* **ABOUT THIS TASK**: Read through the data, and wherever a line holds the word "Rayi", write that line out.

──────────────────────────────

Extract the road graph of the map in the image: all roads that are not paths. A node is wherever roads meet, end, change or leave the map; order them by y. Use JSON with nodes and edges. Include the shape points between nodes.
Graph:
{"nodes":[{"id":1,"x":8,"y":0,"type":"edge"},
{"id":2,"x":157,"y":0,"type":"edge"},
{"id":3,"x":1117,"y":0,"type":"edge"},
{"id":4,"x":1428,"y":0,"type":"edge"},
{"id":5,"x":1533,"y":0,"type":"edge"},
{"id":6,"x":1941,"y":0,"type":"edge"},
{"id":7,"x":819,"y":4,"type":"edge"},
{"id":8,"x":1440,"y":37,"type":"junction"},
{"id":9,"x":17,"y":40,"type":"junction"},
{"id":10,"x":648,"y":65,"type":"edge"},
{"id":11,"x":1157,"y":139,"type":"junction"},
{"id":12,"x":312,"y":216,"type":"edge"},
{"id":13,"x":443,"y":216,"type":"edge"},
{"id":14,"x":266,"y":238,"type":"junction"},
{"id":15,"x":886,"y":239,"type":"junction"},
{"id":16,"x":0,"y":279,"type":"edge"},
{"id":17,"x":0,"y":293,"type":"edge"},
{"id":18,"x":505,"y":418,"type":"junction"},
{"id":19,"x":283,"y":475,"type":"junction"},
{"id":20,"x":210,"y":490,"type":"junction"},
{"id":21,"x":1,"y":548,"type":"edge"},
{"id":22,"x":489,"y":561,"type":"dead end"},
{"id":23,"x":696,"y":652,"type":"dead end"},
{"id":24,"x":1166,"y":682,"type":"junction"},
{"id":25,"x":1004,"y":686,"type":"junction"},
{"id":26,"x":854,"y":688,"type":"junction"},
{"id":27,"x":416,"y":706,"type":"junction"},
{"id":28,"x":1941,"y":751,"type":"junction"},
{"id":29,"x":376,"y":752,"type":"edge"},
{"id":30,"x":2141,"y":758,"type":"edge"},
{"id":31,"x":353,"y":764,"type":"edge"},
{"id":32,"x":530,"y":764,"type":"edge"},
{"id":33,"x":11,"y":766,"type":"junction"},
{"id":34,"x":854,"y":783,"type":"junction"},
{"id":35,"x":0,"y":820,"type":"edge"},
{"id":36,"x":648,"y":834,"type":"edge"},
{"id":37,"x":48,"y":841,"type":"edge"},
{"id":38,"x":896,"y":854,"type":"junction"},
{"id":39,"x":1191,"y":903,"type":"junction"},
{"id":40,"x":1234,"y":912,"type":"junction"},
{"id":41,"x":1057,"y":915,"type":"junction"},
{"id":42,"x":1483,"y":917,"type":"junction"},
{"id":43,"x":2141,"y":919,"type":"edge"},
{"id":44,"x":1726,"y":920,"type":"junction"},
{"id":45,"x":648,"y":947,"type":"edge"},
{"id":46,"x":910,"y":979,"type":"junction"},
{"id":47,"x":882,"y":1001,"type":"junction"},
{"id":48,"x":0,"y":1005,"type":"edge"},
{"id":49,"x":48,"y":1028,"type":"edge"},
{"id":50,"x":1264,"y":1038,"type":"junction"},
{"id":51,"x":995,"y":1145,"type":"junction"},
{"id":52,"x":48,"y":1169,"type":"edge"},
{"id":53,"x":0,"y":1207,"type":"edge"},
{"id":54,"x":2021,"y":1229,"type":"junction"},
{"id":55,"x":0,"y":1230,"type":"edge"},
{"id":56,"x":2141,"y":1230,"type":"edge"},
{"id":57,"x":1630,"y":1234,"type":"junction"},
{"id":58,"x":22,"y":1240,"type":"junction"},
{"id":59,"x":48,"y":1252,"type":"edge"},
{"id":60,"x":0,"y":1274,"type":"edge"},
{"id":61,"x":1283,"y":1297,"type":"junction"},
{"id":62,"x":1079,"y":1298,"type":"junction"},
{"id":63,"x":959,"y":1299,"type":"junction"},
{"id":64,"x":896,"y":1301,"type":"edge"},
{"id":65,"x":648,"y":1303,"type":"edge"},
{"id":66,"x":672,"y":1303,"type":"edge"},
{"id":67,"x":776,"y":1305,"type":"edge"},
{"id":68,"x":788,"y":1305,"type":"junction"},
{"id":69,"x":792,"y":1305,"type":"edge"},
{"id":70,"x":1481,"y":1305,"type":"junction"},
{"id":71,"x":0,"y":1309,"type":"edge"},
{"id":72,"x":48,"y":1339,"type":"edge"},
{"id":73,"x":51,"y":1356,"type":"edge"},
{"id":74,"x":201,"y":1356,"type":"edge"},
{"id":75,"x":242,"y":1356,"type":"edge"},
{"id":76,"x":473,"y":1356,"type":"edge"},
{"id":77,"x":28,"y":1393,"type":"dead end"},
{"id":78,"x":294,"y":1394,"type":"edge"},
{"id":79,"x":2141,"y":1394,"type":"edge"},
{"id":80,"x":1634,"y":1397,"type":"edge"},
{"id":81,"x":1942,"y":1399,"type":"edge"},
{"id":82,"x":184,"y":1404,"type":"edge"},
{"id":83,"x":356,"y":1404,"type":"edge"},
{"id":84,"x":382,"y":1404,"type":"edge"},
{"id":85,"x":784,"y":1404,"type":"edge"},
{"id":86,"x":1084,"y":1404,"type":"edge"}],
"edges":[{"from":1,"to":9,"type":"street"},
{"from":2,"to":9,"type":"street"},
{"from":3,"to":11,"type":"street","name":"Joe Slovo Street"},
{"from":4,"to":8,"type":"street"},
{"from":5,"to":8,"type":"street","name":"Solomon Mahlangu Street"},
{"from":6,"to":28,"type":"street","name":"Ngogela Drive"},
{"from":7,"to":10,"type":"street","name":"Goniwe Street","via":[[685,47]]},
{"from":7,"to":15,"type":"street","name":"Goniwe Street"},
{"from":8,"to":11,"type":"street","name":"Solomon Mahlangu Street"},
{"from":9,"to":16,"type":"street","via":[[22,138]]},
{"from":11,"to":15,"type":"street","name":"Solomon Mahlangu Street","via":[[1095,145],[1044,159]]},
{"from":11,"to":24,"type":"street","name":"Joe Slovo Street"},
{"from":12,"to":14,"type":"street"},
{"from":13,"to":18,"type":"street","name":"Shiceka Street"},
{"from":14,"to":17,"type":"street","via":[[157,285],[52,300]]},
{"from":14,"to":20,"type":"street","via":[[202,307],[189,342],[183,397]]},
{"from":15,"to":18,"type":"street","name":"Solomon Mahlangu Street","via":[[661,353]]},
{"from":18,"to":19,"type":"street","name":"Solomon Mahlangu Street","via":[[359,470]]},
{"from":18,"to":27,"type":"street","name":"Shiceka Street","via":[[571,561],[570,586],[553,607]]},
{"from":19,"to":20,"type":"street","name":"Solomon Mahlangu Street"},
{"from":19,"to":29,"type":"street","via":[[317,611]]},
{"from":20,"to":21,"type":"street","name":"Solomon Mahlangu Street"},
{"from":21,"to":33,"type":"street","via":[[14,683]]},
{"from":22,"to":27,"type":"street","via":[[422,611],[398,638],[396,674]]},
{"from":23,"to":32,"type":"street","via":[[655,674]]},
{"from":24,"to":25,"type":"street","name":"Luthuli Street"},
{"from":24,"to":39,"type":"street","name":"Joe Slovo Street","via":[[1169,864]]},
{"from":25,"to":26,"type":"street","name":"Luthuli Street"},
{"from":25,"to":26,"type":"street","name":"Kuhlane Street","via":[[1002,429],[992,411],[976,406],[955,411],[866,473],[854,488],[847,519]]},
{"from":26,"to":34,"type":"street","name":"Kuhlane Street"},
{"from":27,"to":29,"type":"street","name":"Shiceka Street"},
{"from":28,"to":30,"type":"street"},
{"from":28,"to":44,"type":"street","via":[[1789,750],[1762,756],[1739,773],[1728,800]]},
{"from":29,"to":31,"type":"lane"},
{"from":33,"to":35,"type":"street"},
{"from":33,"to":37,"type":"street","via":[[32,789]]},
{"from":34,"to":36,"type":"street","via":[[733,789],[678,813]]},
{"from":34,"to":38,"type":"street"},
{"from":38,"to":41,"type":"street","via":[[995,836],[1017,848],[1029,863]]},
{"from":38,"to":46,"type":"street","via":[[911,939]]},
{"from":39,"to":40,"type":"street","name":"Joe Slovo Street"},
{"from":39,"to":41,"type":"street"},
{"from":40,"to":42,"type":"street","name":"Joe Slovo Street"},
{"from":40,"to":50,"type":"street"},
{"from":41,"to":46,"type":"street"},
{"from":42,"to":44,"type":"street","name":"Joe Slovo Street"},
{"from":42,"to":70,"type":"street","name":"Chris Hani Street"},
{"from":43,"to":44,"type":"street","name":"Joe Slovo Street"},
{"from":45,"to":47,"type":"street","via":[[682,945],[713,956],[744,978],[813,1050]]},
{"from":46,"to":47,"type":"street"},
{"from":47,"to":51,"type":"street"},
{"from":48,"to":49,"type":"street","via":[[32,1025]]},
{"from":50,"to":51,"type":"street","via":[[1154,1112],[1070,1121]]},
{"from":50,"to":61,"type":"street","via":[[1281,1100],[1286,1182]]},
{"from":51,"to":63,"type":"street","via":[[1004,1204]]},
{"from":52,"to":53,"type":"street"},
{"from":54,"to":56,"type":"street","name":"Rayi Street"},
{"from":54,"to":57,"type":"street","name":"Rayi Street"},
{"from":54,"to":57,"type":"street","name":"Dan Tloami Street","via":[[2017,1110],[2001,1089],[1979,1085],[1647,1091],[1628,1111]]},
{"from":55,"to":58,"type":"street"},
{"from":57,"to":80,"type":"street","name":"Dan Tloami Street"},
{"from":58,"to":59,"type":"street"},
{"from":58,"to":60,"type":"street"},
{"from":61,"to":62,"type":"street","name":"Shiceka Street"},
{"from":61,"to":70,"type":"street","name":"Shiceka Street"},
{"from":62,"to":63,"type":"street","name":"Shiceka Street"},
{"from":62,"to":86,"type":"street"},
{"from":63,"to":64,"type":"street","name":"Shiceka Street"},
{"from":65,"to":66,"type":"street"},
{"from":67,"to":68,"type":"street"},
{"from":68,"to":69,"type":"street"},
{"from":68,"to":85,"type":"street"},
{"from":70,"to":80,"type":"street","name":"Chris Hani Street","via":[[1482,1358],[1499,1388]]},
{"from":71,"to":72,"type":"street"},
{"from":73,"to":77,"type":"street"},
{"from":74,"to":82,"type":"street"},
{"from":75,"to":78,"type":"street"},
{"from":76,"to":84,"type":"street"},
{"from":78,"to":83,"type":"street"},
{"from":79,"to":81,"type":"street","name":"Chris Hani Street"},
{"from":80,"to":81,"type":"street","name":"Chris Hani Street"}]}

──────────────────────────────

* **TASK ANSWER**:
{"from":54,"to":56,"type":"street","name":"Rayi Street"},
{"from":54,"to":57,"type":"street","name":"Rayi Street"},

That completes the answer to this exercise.